— TASK DESCRIPTION —
Among the lines of the data, copy those that hold "Ironstone".

───── TASK INPUT ─────

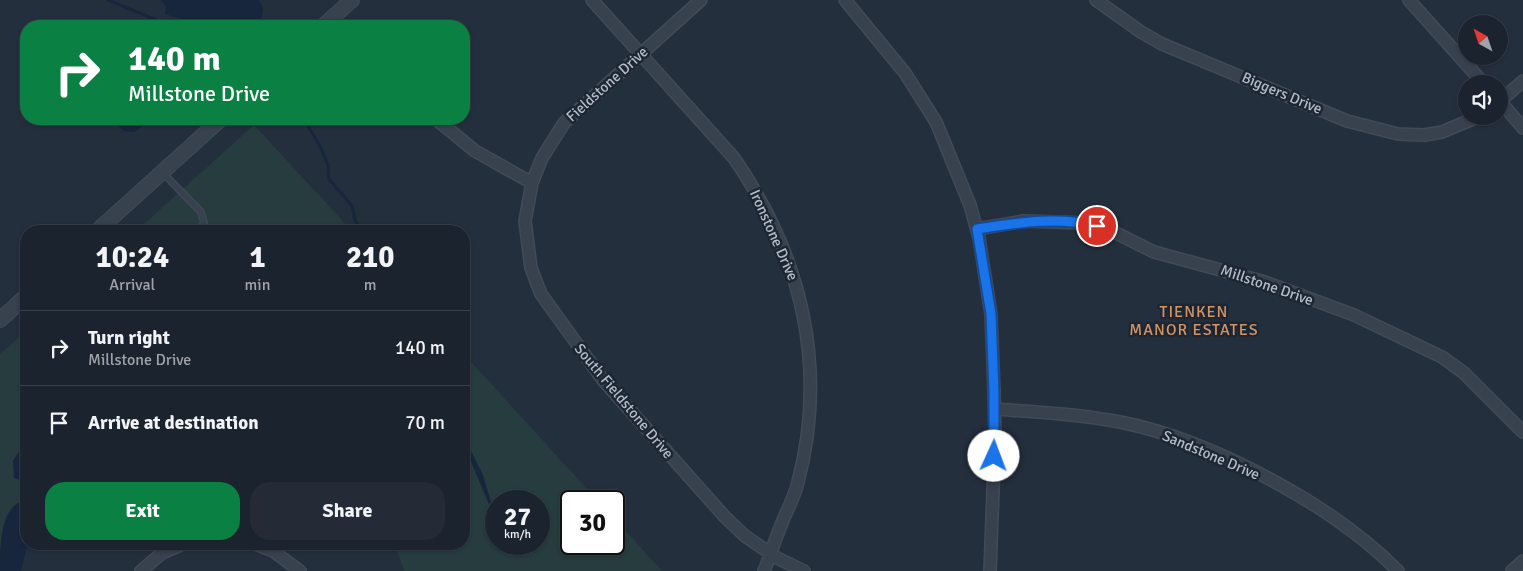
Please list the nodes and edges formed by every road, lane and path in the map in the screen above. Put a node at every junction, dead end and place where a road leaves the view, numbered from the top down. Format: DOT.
graph roads {
  1 [pos="352,0"];
  2 [pos="592,0"];
  3 [pos="701,0"];
  4 [pos="845,0"];
  5 [pos="1096,0"];
  6 [pos="1409,0"];
  7 [pos="330,20"];
  8 [pos="642,54"];
  9 [pos="1476,75"];
  10 [pos="1523,81"];
  11 [pos="1508,94"];
  12 [pos="1508,111"];
  13 [pos="214,125"];
  14 [pos="444,125"];
  15 [pos="1459,125"];
  16 [pos="1523,128"];
  17 [pos="162,172"];
  18 [pos="532,183"];
  19 [pos="104,225"];
  20 [pos="202,225"];
  21 [pos="977,229"];
  22 [pos="20,302"];
  23 [pos="0,320"];
  24 [pos="995,409"];
  25 [pos="1523,432"];
  26 [pos="169,550"];
  27 [pos="278,550"];
  28 [pos="771,552"];
  29 [pos="1523,561"];
  30 [pos="141,571"];
  31 [pos="300,571"];
  32 [pos="764,571"];
  33 [pos="804,571"];
  34 [pos="990,571"];
  35 [pos="1398,571"];
  36 [pos="1512,571"];
  1 -- 7 [label="street"];
  2 -- 8 [label="street, Ironstone Drive"];
  3 -- 8 [label="street, Fieldstone Drive"];
  4 -- 21 [label="street"];
  5 -- 15 [label="street, Biggers Drive"];
  6 -- 9 [label="street"];
  8 -- 18 [label="street, Fieldstone Drive"];
  8 -- 28 [label="street, Ironstone Drive"];
  10 -- 11 [label="street"];
  12 -- 16 [label="street"];
  13 -- 17 [label="street"];
  14 -- 18 [label="street"];
  17 -- 19 [label="street"];
  17 -- 20 [label="lane"];
  18 -- 28 [label="street, South Fieldstone Drive"];
  21 -- 24 [label="street"];
  21 -- 25 [label="street, Millstone Drive"];
  22 -- 23 [label="street"];
  24 -- 34 [label="street"];
  24 -- 35 [label="street, Sandstone Drive"];
  26 -- 30 [label="street"];
  27 -- 31 [label="street"];
  28 -- 32 [label="street, Ironstone Drive"];
  28 -- 33 [label="street, South Fieldstone Drive"];
  29 -- 36 [label="street"];
}
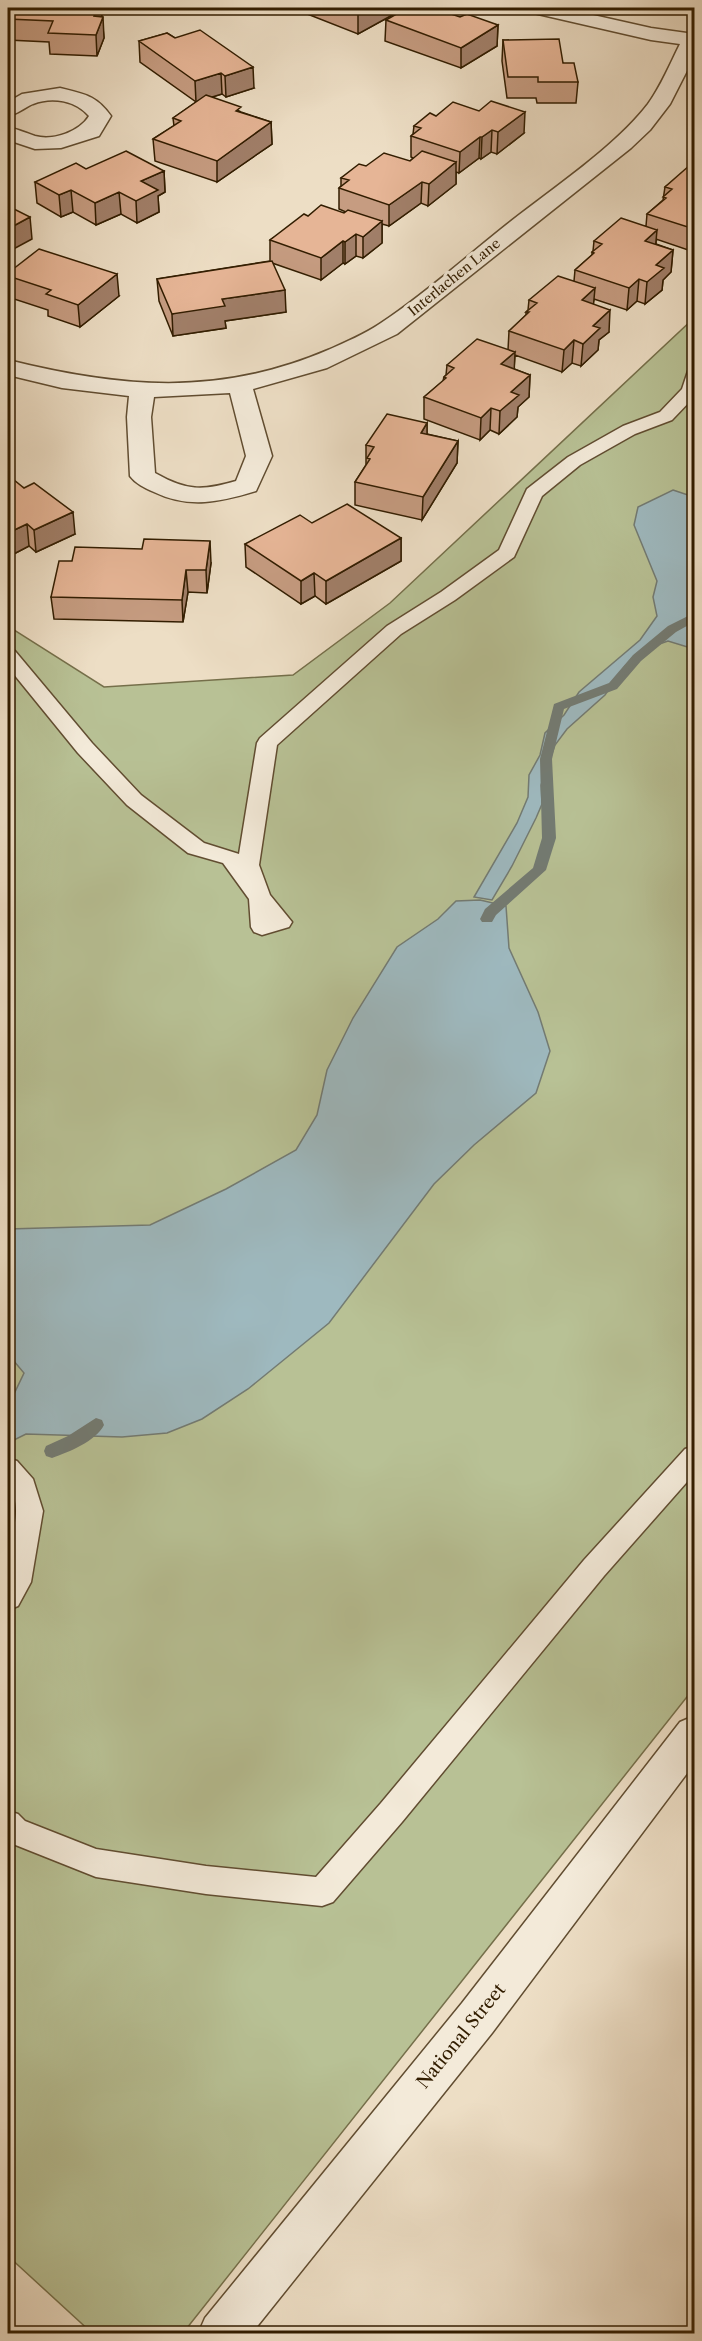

─────

— RESULT —
  2 -- 8 [label="street, Ironstone Drive"];
  8 -- 28 [label="street, Ironstone Drive"];
  28 -- 32 [label="street, Ironstone Drive"];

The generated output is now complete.